Assignment » Copy task. Retype the whole listing exactly, omitting any picture in it.

[Task data Boundary: Start]

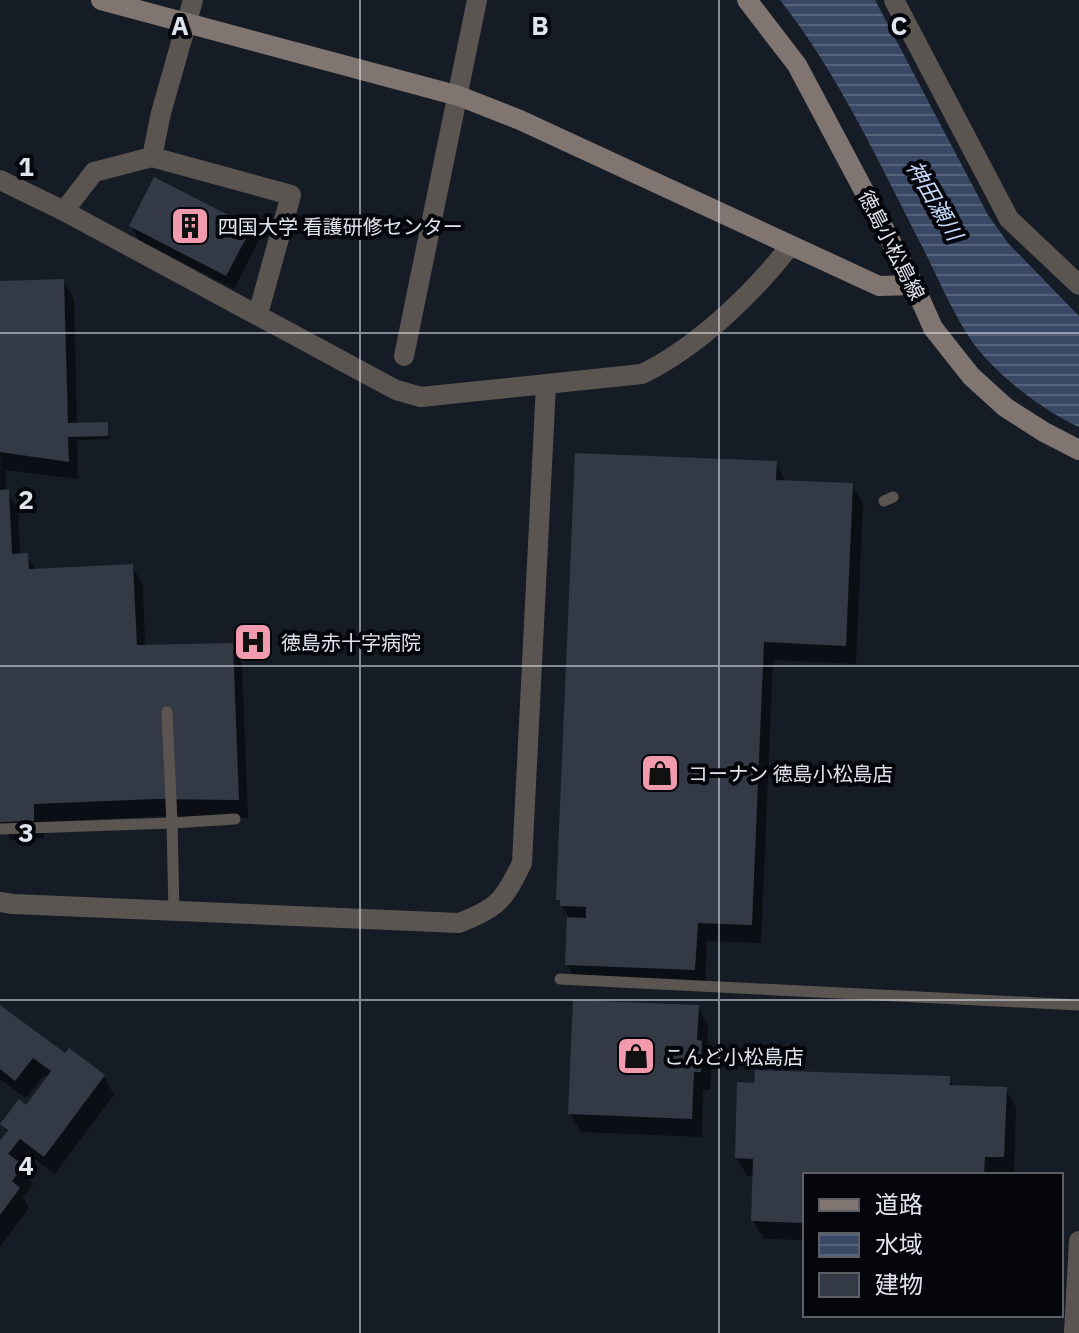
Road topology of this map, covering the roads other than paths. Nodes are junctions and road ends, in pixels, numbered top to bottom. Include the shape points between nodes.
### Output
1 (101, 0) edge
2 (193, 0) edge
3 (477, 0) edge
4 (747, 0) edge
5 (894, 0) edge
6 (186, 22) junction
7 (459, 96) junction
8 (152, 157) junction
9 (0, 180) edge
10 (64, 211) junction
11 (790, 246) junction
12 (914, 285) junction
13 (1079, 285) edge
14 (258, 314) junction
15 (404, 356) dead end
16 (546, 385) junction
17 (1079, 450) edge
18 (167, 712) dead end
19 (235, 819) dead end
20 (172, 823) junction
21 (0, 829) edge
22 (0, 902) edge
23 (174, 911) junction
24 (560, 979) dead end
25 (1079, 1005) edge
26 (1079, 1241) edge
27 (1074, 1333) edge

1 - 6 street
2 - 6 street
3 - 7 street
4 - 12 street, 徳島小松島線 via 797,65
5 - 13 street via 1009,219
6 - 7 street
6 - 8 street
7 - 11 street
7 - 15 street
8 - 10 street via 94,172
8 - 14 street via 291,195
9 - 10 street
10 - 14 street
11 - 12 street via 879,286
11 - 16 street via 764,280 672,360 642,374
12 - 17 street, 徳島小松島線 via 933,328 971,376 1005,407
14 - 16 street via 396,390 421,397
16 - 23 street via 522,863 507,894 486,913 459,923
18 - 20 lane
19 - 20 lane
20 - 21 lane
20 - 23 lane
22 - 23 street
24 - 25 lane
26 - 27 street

[Task data Boundary: End]

Exercise response »
Road topology of this map, covering the roads other than paths. Nodes are junctions and road ends, in pixels, numbered top to bottom. Include the shape points between nodes.
### Output
1 (101, 0) edge
2 (193, 0) edge
3 (477, 0) edge
4 (747, 0) edge
5 (894, 0) edge
6 (186, 22) junction
7 (459, 96) junction
8 (152, 157) junction
9 (0, 180) edge
10 (64, 211) junction
11 (790, 246) junction
12 (914, 285) junction
13 (1079, 285) edge
14 (258, 314) junction
15 (404, 356) dead end
16 (546, 385) junction
17 (1079, 450) edge
18 (167, 712) dead end
19 (235, 819) dead end
20 (172, 823) junction
21 (0, 829) edge
22 (0, 902) edge
23 (174, 911) junction
24 (560, 979) dead end
25 (1079, 1005) edge
26 (1079, 1241) edge
27 (1074, 1333) edge

1 - 6 street
2 - 6 street
3 - 7 street
4 - 12 street, 徳島小松島線 via 797,65
5 - 13 street via 1009,219
6 - 7 street
6 - 8 street
7 - 11 street
7 - 15 street
8 - 10 street via 94,172
8 - 14 street via 291,195
9 - 10 street
10 - 14 street
11 - 12 street via 879,286
11 - 16 street via 764,280 672,360 642,374
12 - 17 street, 徳島小松島線 via 933,328 971,376 1005,407
14 - 16 street via 396,390 421,397
16 - 23 street via 522,863 507,894 486,913 459,923
18 - 20 lane
19 - 20 lane
20 - 21 lane
20 - 23 lane
22 - 23 street
24 - 25 lane
26 - 27 street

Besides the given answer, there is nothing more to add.